Sound effects are synthesised entirely via the Web Audio API — no audio files to load. Each event (shift click, correct answer, level complete) triggers a different oscillator pattern.

The Caesar cipher renders a live alphabet strip showing the current letter mapping as the player rotates the wheel. When the decoded text matches the target, a confirm button appears and a particle burst fires from the centre of the screen.

The Turing Test was the most interesting design challenge. Level 4 can use the Gemini API to power ENTITY-1 — a character who is instructed never to confirm whether they are human or AI. The full conversation history is passed with each message, so ENTITY-1 builds context across the five questions. If no API key is provided, a pool of 16 hand-written scripted responses covers the same territory thoughtfully, which keeps the full game playable for every judge.

The narrative fragments between levels use a typewriter animation to reveal prose connecting each cipher's solution to its corresponding moment in history. This was important — I didn't want the story to feel like a loading screen. Each fragment earns its place because the player just cracked something to get there.

What I'd Build Next

With more time I'd add: audio narration for the fragments, a global leaderboard by completion time, and a second "hard mode" where the ciphers rotate each day based on the actual solstice date in different hemispheres.

This game was created during the June 3–21 jam window as a new submission for the challenge.


Prize Category

Best Ode to Alan Turing

Dawn Cipher honours Alan Turing at every layer — not just aesthetically, but mechanically.

The game's four cipher types reference his actual work: Caesar shift ciphers are the foundation of substitution cryptography that Bletchley Park built on; Morse code was the signal medium of the era he worked in; binary-to-ASCII speaks to the computing model he theorised; and the Turing Test — his most famous intellectual contribution — is the final level.

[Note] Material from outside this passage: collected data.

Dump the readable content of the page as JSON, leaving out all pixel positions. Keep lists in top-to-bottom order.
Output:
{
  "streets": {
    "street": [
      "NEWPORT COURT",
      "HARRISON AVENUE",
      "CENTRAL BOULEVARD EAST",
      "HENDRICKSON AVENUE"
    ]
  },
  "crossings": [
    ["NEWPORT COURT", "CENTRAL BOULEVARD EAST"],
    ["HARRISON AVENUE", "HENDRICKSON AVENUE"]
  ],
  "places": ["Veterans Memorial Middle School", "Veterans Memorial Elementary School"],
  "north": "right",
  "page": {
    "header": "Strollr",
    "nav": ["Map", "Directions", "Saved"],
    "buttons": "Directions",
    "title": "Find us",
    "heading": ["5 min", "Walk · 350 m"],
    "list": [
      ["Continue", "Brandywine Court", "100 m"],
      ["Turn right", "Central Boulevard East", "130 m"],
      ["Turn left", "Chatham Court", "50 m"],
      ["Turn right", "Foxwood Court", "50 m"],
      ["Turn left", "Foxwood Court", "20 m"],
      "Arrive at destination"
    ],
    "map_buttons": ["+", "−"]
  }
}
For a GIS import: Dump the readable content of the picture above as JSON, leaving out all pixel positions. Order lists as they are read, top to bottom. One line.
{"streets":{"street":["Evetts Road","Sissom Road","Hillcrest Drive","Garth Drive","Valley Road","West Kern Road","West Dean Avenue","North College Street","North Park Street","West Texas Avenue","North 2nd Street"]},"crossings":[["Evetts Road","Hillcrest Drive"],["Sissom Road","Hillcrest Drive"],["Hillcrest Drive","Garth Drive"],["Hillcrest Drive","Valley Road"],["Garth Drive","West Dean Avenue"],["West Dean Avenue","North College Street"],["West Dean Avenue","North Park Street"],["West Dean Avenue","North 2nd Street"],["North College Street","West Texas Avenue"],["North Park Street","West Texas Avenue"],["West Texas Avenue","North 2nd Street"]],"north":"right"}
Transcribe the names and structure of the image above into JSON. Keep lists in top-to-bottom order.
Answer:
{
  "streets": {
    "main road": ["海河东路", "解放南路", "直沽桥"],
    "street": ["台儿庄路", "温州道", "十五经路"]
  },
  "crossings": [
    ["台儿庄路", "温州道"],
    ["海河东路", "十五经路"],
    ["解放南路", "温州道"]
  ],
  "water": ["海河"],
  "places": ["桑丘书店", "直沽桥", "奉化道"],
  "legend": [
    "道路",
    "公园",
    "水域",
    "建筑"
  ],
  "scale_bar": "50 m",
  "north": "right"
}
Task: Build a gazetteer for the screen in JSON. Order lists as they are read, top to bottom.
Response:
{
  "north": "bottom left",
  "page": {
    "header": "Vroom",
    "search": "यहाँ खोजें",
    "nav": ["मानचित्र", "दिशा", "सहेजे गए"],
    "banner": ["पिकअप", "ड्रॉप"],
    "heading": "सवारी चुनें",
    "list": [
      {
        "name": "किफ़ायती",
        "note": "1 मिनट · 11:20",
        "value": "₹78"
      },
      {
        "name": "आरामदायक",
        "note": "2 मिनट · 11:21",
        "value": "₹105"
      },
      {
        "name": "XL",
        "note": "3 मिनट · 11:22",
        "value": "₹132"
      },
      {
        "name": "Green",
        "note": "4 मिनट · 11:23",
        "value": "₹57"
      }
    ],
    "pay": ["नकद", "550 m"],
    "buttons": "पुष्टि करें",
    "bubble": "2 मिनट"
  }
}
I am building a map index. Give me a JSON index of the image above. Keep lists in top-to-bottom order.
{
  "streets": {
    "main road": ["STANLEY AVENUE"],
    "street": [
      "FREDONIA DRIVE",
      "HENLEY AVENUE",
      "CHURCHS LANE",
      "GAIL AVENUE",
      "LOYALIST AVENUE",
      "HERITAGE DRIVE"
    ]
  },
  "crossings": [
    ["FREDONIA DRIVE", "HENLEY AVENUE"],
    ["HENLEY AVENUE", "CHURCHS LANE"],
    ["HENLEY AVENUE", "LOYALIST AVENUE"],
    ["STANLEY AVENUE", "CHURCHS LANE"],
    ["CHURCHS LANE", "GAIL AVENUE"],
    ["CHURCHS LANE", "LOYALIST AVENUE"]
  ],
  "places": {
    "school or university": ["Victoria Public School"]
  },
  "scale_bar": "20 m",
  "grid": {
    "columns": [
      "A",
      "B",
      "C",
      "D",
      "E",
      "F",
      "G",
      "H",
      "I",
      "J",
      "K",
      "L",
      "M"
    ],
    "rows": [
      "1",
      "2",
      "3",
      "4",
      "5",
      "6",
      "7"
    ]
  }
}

The narrative fragments tell his story directly: his arrival at Bletchley Park, his birth in June 1912, the 61-year delay between his conviction and his pardon, and the apple found beside him on June 7, 1954. The game ends on a quote from his 1950 paper Computing Machinery and Intelligence — the paper that introduced the Turing Test to the world.

The light-and-darkness mechanic is also intentional. Turing worked in the dark — classified, hidden, erased. The solstice is the day with the most light. Finishing the game before the sun sets is a small act of illumination.

Best Google AI Usage

Level 4 — The Question — integrates the Gemini API as an optional live mode for a real, dynamic Turing Test.

ENTITY-1 is given a system prompt that keeps them in character throughout the conversation: enigmatic, thoughtful, referencing June and the solstice, never confirming their nature. In Gemini mode, every conversation is unique. The full message history is passed with each API call so the AI builds context and remembers what was said earlier in the session.

The integration tries gemini-1.5-flash first, falling back through gemini-1.5-flash-latest and gemini-pro if needed — this makes it robust across API availability. If all models fail, the game surfaces the error directly in the chat and switches back to scripted mode so the player can still finish.

What makes this Google AI usage meaningful rather than cosmetic: the Turing Test is not a bonus feature. It is the fourth and final cipher. It is the mechanic that ties the whole game together. Alan Turing invented the test to ask whether machines could think. Sixty years later, Gemini can step into the conversation. The solstice is the day we find out.


Thanks for playing. The cipher can be broken.